Les allophones servis en anglais
Mardi 8 avril 2008Yolande James a eu le champ complètement libre dimanche à Tout le monde en parle pour insinuer que de gros efforts sont faits (sans avoir à en nommer un seul) par son gouvernement dans le dossier de l’immigration. Personne sur le Plateau pour lui rappeler que son gouvernement a pourtant coupé dans le budget servant à l’intégration des immigrants. Et que son chef a complètement déserté le dossier de la défense et promotion de la langue française.
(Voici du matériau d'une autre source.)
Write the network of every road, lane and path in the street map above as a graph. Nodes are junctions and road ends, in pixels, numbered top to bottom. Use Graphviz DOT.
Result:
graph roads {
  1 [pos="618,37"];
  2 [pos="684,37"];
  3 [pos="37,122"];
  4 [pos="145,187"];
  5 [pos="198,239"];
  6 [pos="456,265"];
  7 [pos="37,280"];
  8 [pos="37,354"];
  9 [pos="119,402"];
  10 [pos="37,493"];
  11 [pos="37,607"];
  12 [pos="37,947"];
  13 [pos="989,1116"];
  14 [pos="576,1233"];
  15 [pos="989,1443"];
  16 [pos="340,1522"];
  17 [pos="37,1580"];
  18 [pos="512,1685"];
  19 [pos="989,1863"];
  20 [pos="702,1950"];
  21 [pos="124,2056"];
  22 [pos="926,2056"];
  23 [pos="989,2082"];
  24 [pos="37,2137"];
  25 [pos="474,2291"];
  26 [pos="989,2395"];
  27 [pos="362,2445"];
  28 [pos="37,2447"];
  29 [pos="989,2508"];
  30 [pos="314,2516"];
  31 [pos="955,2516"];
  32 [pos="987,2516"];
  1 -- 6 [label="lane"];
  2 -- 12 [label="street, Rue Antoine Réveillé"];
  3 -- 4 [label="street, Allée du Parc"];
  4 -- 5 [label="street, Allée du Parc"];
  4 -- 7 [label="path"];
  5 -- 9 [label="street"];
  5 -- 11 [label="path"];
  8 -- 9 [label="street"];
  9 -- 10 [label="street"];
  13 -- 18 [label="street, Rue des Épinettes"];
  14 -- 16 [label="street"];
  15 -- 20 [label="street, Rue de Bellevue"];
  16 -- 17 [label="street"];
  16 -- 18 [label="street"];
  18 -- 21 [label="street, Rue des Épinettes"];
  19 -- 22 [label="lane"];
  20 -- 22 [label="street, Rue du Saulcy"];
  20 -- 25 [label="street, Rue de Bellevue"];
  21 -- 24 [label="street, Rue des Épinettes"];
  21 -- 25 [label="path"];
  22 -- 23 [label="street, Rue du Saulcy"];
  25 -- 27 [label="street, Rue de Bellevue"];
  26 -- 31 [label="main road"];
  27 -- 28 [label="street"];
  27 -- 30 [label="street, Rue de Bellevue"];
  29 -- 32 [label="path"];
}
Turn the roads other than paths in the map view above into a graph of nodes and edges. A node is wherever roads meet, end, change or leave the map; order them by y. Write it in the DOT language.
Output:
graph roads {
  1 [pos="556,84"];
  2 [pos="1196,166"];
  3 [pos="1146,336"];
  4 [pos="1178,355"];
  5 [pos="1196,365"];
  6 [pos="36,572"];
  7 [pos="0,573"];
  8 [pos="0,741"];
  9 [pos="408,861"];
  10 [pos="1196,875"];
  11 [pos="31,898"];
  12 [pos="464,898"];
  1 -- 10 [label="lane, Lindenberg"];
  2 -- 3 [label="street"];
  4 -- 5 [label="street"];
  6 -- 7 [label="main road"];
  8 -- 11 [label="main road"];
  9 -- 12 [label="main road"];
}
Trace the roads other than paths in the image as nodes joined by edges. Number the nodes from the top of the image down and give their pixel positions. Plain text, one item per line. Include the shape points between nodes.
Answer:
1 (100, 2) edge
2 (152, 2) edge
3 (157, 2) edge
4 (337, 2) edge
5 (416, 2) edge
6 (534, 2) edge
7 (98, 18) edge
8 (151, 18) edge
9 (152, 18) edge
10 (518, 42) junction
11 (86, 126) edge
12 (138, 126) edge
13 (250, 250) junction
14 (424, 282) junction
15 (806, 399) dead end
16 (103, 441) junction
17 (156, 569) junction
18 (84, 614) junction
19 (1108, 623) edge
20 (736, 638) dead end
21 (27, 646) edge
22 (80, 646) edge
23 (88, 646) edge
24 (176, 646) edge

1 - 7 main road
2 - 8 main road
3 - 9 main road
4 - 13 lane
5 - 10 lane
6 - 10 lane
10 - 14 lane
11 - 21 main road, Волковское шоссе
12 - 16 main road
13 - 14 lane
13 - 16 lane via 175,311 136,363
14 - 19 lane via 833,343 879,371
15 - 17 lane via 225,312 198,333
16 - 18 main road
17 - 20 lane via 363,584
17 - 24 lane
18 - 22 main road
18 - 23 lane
Mais voilà qu’on apprend aujourd’hui que les organismes publics s’adressent en anglais aux immigrants allophones :
«Même si la francisation des immigrants demeure un objectif du gouvernement du Québec, ministères et organismes publics désignent systématiquement comme anglophones une majorité de nouveaux arrivants allophones, dont plusieurs ont pourtant une certaine connaissance du français. À ce titre, ces immigrants obtiendront, leur vie durant, que l’anglais soit la langue dans laquelle l’État québécois communiquera avec eux et leur fournira des services.» (Le Devoir)
De quoi faire sursauter les Québécois, dont une ancienne attachée politique de Jacques Parizeau.
Notre passionné député Pierre Curzi est sorti aujourd’hui pour dire que des mesures incitatives doivent être mises en place et qu’il suivra de près ce dossier.
J’en profite pour vous suggérer d’écouter sa mémorable envolée sur la langue au conseil national de mars dernier. Du grand Curzi.